## Work instructions
Copy every line of the entries that includes the word "tools".

## Records for this exercise

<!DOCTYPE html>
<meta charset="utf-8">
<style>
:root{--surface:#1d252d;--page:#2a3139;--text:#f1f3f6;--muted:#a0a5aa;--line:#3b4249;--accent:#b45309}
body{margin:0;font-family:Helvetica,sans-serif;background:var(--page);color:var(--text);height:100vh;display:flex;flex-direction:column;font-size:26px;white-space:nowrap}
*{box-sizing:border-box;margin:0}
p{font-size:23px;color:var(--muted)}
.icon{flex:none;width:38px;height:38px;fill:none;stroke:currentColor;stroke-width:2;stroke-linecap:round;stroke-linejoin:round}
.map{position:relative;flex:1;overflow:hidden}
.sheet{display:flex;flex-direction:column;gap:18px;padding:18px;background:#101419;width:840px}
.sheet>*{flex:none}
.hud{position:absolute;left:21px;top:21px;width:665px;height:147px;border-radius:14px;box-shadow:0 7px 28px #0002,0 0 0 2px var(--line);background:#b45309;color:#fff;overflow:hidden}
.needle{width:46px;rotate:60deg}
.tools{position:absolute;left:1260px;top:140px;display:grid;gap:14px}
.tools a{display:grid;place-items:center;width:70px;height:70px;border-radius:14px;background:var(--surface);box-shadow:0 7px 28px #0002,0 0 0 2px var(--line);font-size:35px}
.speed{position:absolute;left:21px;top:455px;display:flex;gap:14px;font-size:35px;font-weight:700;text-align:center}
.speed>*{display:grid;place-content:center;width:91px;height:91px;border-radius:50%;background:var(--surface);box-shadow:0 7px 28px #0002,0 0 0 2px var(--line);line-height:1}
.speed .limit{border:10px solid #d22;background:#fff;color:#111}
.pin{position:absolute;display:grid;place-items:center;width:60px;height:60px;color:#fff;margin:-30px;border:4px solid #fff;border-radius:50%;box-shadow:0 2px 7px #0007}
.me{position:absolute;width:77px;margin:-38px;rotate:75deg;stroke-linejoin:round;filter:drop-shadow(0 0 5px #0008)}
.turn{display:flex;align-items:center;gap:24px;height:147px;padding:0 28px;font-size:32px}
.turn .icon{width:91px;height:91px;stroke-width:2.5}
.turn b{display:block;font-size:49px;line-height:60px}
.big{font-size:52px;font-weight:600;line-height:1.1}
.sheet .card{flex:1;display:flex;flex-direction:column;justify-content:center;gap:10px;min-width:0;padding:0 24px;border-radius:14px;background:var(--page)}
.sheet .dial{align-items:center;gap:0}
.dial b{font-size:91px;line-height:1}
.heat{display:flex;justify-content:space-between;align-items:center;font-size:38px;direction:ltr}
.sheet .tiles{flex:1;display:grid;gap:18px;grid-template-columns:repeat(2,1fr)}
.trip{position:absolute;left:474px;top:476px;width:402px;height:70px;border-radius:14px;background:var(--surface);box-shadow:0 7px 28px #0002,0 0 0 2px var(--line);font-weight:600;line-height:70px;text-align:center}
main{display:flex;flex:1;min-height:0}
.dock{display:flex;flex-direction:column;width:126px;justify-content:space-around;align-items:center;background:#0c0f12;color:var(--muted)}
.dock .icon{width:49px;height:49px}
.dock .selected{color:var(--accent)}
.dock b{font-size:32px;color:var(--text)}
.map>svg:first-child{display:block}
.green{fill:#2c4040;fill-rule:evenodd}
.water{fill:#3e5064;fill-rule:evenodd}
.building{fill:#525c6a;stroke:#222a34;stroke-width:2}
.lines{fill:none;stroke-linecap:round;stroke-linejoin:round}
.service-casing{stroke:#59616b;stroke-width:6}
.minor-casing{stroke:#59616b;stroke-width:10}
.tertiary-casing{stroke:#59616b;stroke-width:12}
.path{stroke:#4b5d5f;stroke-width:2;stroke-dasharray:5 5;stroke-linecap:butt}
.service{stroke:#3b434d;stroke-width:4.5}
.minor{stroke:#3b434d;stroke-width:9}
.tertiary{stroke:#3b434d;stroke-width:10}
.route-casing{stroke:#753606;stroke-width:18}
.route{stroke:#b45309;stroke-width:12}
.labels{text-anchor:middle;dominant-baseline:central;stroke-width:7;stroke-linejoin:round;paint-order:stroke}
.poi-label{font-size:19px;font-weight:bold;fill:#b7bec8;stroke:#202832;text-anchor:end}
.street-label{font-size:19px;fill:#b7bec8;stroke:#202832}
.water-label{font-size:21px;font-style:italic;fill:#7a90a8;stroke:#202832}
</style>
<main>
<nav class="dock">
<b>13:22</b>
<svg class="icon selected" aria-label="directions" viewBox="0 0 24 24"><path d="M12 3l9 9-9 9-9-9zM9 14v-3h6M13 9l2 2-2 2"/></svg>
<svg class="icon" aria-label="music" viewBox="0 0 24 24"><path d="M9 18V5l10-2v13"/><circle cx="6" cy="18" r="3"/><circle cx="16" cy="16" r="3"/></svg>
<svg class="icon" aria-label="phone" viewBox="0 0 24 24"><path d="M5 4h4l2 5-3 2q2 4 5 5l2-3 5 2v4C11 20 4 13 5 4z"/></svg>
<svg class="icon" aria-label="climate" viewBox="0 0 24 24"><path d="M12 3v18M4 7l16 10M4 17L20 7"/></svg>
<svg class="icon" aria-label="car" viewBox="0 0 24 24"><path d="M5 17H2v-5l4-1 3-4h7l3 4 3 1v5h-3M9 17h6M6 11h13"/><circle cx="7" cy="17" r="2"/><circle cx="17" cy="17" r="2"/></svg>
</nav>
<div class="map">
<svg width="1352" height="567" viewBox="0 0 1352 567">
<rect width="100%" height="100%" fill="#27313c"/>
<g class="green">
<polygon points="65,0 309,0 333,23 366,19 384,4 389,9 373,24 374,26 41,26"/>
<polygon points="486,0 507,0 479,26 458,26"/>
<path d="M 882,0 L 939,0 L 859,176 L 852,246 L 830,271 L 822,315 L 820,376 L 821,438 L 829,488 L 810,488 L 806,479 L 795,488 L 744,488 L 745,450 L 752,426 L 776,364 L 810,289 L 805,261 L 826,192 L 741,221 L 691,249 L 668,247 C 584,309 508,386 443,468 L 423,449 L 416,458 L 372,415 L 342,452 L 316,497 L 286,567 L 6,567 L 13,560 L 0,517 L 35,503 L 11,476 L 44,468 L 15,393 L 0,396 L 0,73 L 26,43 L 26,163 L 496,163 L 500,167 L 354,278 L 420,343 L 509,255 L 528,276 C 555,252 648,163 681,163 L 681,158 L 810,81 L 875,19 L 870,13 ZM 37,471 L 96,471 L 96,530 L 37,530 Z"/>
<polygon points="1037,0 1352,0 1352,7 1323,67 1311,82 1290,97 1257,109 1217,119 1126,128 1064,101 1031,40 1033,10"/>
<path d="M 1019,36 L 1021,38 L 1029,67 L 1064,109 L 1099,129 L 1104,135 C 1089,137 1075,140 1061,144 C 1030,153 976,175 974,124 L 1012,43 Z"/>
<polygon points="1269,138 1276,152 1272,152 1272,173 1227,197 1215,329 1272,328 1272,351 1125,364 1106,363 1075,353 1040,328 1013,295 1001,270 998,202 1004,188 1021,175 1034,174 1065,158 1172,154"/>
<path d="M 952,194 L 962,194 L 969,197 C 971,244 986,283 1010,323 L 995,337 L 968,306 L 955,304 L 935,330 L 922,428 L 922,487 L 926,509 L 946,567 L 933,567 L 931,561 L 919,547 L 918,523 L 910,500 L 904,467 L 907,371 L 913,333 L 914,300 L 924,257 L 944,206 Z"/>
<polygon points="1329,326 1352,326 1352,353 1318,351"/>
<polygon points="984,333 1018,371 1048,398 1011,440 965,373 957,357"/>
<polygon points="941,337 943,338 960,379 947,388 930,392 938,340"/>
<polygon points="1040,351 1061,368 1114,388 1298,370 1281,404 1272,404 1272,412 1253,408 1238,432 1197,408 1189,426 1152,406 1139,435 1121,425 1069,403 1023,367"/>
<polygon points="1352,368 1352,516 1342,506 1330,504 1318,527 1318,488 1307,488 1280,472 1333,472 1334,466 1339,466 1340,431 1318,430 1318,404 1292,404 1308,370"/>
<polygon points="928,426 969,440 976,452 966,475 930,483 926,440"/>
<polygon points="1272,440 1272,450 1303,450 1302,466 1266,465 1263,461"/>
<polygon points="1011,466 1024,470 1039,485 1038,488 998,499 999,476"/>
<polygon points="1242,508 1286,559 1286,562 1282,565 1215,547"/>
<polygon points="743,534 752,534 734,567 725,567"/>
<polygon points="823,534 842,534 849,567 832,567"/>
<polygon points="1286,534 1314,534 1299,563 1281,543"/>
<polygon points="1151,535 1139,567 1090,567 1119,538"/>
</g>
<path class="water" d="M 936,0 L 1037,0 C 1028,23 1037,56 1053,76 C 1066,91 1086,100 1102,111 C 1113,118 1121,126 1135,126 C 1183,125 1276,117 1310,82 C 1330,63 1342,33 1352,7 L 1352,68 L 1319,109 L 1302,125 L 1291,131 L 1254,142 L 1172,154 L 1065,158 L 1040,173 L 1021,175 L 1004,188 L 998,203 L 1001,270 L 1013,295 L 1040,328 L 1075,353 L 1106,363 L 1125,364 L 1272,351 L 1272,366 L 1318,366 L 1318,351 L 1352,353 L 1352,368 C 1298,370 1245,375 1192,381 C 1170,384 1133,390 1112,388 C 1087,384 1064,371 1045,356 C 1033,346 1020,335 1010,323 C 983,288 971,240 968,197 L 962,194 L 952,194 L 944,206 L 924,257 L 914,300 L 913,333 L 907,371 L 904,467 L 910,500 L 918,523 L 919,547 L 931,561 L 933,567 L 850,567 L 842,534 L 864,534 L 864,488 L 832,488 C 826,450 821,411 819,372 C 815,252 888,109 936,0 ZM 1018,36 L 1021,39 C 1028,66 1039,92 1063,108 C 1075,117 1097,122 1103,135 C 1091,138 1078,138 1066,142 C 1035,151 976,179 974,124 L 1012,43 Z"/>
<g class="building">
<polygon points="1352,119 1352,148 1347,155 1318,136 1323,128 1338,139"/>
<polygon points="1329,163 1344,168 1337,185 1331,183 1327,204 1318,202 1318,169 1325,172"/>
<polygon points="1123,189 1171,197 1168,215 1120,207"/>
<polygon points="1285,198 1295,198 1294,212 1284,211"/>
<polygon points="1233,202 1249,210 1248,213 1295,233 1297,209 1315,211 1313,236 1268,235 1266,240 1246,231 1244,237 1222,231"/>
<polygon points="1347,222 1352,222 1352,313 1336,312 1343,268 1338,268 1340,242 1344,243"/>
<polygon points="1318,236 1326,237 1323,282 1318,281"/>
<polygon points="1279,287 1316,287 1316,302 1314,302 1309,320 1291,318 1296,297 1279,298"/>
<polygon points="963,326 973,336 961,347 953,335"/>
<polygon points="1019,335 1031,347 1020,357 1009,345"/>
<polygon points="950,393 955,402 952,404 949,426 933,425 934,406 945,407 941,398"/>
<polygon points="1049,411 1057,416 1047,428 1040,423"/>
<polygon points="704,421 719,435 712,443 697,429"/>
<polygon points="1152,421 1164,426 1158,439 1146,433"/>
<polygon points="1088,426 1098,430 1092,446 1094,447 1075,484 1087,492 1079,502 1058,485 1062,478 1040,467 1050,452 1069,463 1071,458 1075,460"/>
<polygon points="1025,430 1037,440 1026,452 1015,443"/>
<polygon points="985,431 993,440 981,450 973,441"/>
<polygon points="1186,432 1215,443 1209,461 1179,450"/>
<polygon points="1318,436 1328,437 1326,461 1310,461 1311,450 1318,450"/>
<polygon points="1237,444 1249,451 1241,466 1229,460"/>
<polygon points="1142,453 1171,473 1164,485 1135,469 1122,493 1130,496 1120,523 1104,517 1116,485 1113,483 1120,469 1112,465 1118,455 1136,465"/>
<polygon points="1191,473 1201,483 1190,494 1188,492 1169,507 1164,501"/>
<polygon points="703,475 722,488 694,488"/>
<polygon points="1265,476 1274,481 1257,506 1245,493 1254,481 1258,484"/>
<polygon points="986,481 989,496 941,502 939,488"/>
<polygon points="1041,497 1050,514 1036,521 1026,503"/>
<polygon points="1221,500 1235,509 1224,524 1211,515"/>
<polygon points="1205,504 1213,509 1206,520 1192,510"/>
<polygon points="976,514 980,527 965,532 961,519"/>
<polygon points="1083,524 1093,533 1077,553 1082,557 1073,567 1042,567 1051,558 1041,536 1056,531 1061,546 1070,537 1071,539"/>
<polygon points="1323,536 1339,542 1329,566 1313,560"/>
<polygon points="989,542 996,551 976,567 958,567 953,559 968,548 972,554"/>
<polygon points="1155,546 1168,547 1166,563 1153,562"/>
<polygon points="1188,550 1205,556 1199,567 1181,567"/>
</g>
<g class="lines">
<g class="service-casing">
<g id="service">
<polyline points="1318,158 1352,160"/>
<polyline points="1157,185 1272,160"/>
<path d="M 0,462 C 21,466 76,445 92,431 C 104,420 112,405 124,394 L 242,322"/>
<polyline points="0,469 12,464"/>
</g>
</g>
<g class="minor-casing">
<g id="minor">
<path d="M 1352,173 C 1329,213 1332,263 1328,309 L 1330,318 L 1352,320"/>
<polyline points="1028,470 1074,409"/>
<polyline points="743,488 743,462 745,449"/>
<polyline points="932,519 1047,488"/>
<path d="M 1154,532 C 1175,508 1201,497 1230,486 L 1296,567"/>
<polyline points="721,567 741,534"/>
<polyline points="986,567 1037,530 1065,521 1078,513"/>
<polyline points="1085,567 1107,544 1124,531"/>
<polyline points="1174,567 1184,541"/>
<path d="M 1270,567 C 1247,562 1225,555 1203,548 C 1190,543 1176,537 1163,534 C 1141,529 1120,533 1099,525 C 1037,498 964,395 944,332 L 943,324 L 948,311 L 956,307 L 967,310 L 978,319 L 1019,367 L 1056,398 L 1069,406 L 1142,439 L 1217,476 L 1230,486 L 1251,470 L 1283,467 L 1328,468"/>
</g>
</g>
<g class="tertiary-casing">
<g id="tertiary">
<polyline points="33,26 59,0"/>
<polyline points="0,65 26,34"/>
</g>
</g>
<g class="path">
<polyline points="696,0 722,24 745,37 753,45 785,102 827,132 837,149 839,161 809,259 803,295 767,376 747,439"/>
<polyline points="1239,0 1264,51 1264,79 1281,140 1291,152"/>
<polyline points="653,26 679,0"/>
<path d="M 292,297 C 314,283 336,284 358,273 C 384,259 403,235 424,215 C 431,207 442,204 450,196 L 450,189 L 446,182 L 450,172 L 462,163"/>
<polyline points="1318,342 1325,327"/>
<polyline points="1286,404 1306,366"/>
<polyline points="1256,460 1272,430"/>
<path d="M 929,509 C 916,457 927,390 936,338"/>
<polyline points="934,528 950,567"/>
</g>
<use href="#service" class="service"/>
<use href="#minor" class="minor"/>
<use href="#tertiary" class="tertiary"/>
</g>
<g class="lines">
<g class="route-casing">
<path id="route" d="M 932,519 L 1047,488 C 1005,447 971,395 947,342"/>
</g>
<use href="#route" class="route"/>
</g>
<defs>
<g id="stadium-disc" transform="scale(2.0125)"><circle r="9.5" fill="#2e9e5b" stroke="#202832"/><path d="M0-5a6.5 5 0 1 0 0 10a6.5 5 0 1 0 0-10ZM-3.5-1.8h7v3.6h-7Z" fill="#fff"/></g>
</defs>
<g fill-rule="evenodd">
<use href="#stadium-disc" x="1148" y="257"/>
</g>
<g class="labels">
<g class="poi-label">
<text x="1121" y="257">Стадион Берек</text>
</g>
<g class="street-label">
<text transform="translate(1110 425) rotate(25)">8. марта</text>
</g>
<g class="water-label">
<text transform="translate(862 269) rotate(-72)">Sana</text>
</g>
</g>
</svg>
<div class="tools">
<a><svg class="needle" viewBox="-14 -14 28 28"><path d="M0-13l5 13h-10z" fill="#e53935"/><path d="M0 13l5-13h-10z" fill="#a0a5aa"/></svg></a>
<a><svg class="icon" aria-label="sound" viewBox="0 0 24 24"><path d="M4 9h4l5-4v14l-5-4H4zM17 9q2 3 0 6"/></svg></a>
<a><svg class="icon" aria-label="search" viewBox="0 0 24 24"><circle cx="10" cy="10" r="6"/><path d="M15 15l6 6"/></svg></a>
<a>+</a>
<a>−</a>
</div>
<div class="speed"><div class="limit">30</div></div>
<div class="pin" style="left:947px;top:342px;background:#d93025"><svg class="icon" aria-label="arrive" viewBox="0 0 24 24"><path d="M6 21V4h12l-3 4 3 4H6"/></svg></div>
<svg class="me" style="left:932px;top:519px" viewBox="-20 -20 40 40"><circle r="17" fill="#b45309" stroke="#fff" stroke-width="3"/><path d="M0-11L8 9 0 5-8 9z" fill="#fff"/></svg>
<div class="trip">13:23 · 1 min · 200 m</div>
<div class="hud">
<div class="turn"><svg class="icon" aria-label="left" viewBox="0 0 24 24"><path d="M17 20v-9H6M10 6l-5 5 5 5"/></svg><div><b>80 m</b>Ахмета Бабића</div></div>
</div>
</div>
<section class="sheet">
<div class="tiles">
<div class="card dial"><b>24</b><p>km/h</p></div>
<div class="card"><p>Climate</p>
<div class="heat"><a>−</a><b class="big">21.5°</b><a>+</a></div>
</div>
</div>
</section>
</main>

## Answer box
.tools{position:absolute;left:1260px;top:140px;display:grid;gap:14px}
.tools a{display:grid;place-items:center;width:70px;height:70px;border-radius:14px;background:var(--surface);box-shadow:0 7px 28px #0002,0 0 0 2px var(--line);font-size:35px}
<div class="tools">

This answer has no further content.